Reasonableness of Requested Rate
Plaintiff argues that the Court should use the prevailing national market rate to set the hourly
rate for an award of attorney’s fees. The Commissioner responds that the Court should use the
prevailing regional market rate. The EAJA provides that an award of attorney’s fees “shall be based
upon prevailing market rates for the kind and quality of the services furnished, except that . . .
attorney fees shall not be awarded in excess of $125 per hour unless the court determines that an
increase in the cost of living or a special factor . . . justifies a higher fee.” 28 U.S.C. §
2412(d)(2)(A)(ii). The Seventh Circuit Court of Appeals has interpreted this language to mean that
an attorney is not “automatic[ally] entitl[ed] to fee enhancements” or adjustments for inflation.
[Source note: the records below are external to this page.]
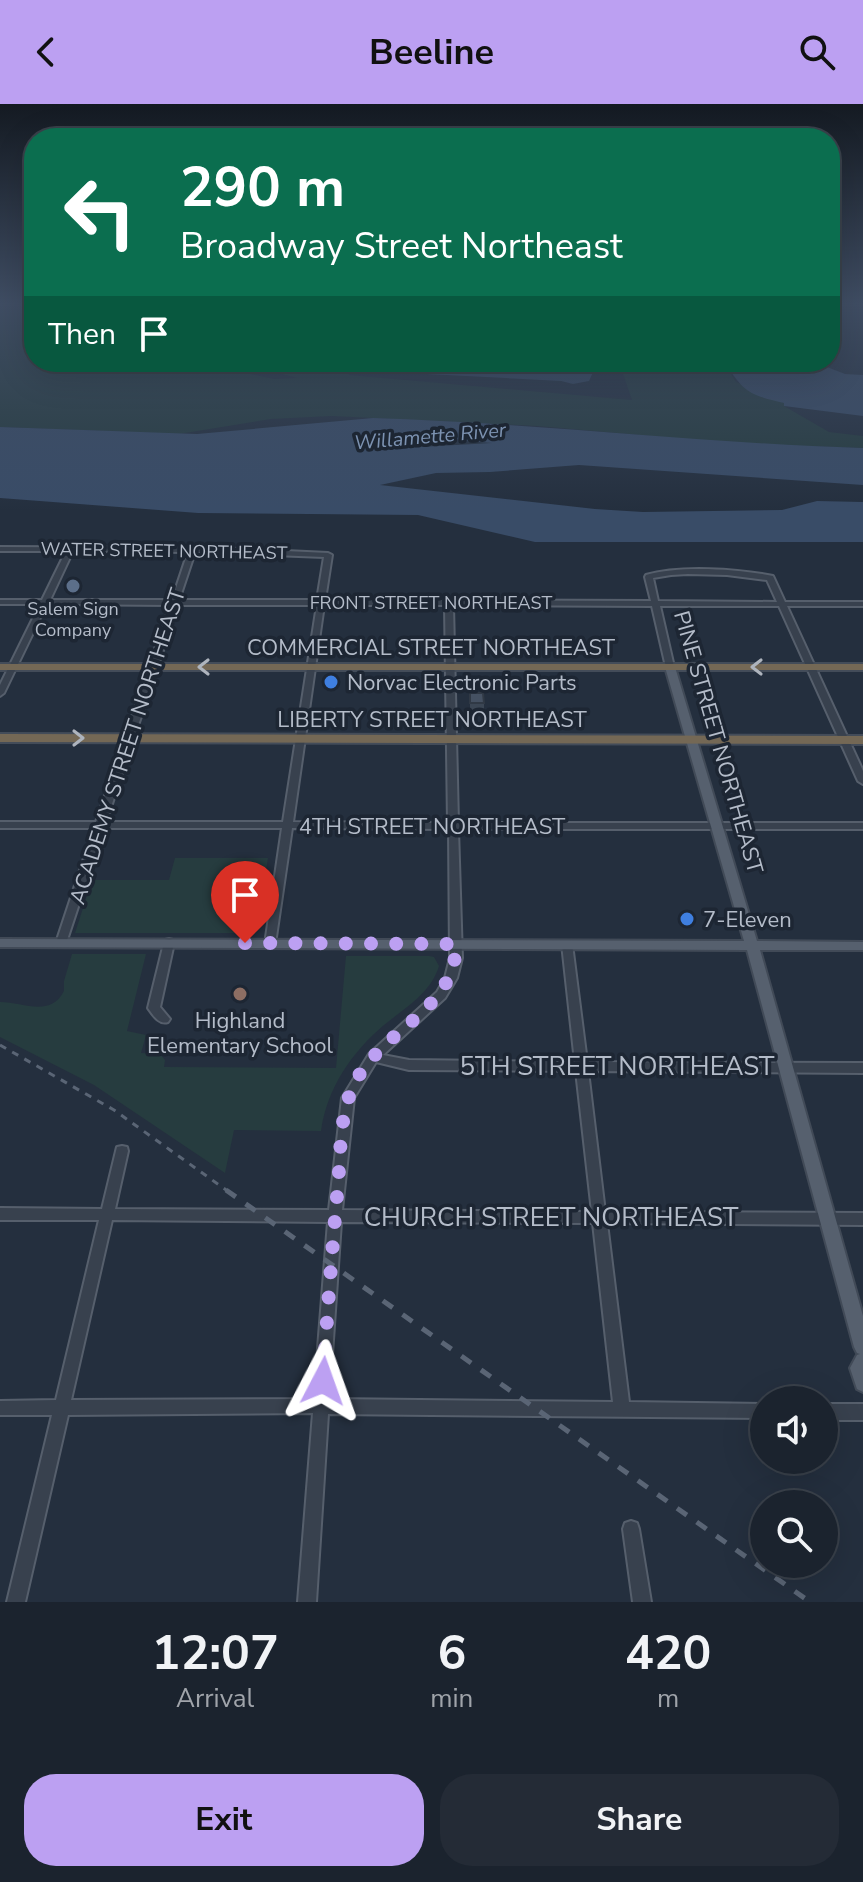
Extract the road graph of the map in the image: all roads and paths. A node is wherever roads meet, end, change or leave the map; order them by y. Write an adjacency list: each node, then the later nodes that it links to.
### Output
1 (0, 549): 2 (street, WATER STREET NORTHEAST)
2 (71, 549): 3 (street, WATER STREET NORTHEAST); 5 (street)
3 (192, 550): 6 (street, ACADEMY STREET NORTHEAST); 7 (street, WATER STREET NORTHEAST)
4 (0, 602): 5 (street, FRONT STREET NORTHEAST)
5 (44, 602): 6 (street, FRONT STREET NORTHEAST); 12 (street)
6 (175, 602): 7 (street, FRONT STREET NORTHEAST); 13 (street, ACADEMY STREET NORTHEAST)
7 (319, 602): 8 (street, FRONT STREET NORTHEAST); 14 (street)
8 (449, 602): 9 (street, FRONT STREET NORTHEAST); 15 (street)
9 (654, 604): 10 (street, FRONT STREET NORTHEAST); 10 (street, PINE STREET NORTHEAST); 16 (street, PINE STREET NORTHEAST)
10 (782, 604): 11 (street, FRONT STREET NORTHEAST); 18 (street)
11 (863, 604)
12 (7, 667): 13 (highway, COMMERCIAL STREET NORTHEAST); 19 (street)
13 (153, 667): 14 (highway, COMMERCIAL STREET NORTHEAST, one-way to 13); 21 (street, ACADEMY STREET NORTHEAST)
14 (310, 667): 15 (highway, COMMERCIAL STREET NORTHEAST); 22 (street)
15 (449, 667): 16 (highway, COMMERCIAL STREET NORTHEAST); 23 (street)
16 (670, 667): 18 (highway, COMMERCIAL STREET NORTHEAST, one-way to 16); 24 (main road, PINE STREET NORTHEAST)
17 (863, 667): 18 (highway, COMMERCIAL STREET NORTHEAST)
18 (809, 668): 25 (street)
19 (0, 693)
20 (0, 738): 21 (highway, LIBERTY STREET NORTHEAST, one-way to 21)
21 (129, 738): 22 (highway, LIBERTY STREET NORTHEAST); 28 (street, ACADEMY STREET NORTHEAST)
22 (301, 738): 23 (highway, LIBERTY STREET NORTHEAST); 30 (street)
23 (451, 738): 24 (highway, LIBERTY STREET NORTHEAST); 31 (street)
24 (692, 739): 25 (highway, LIBERTY STREET NORTHEAST); 32 (main road, PINE STREET NORTHEAST)
25 (844, 740): 26 (highway, LIBERTY STREET NORTHEAST); 27 (street)
26 (863, 740)
27 (863, 781)
28 (101, 824): 29 (street, 4TH STREET NORTHEAST); 30 (street, 4TH STREET NORTHEAST); 35 (street, ACADEMY STREET NORTHEAST)
29 (0, 825)
30 (288, 825): 31 (street, 4TH STREET NORTHEAST); 37 (street)
31 (453, 826): 32 (street, 4TH STREET NORTHEAST); 38 (street)
32 (718, 826): 33 (street, 4TH STREET NORTHEAST); 40 (main road, PINE STREET NORTHEAST)
33 (863, 826)
34 (0, 943): 35 (main road)
35 (61, 943): 36 (main road)
36 (169, 943): 37 (main road); 42 (street)
37 (270, 944): 38 (main road)
38 (456, 944): 39 (main road); 43 (street)
39 (567, 944): 40 (main road); 44 (street)
40 (752, 946): 41 (main road); 45 (main road, PINE STREET NORTHEAST)
41 (863, 946)
42 (164, 1019)
43 (373, 1057): 44 (street, 5TH STREET NORTHEAST); 50 (street)
44 (579, 1066): 45 (street, 5TH STREET NORTHEAST); 51 (street)
45 (786, 1067): 46 (street, 5TH STREET NORTHEAST); 52 (main road, PINE STREET NORTHEAST)
46 (863, 1068)
47 (122, 1151): 49 (street)
48 (0, 1214): 49 (street, CHURCH STREET NORTHEAST)
49 (107, 1216): 50 (street, CHURCH STREET NORTHEAST); 59 (street)
50 (335, 1216): 51 (street, CHURCH STREET NORTHEAST); 57 (street)
51 (597, 1216): 52 (street, CHURCH STREET NORTHEAST); 60 (street)
52 (829, 1218): 53 (street, CHURCH STREET NORTHEAST); 54 (main road, PINE STREET NORTHEAST)
53 (863, 1219)
54 (863, 1347)
55 (863, 1361): 56 (main road)
56 (863, 1383)
57 (321, 1406): 59 (street); 60 (street); 66 (street)
58 (0, 1408): 59 (street)
59 (61, 1408): 65 (street)
60 (622, 1409): 61 (street)
61 (750, 1411)
62 (838, 1412): 63 (street)
63 (863, 1412)
64 (631, 1529): 67 (street)
65 (16, 1602)
66 (307, 1602)
67 (642, 1602)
Sprinkle v. Colvin, 777 F.3d 421, 428 (7th Cir. 2015). Rather, the EAJA’s language regarding the
cost of living “reflects an assumption that general measures like the [consumer price index] will
provide a reasonably accurate measure of the need for an inflation adjustment in most cases.” Id. For
example, a plaintiff may show the effect of inflation on her attorney’s abilities to provide adequate
legal services by submitting “evidence of his typical hourly rate, how his operating costs have been
affected by inflation, what competent lawyers in the relevant geographic area charge, or that no
qualified attorney would provide representation in comparable cases at the statutory rate.” Walton
v. Colvin, No. 1:12-CV-688, 2013 WL 1438103, at *4 (S.D. Ind. Apr. 9, 2013). The decision to set
an hourly rate at the national or regional prevailing rate is left to the discretion of the district court.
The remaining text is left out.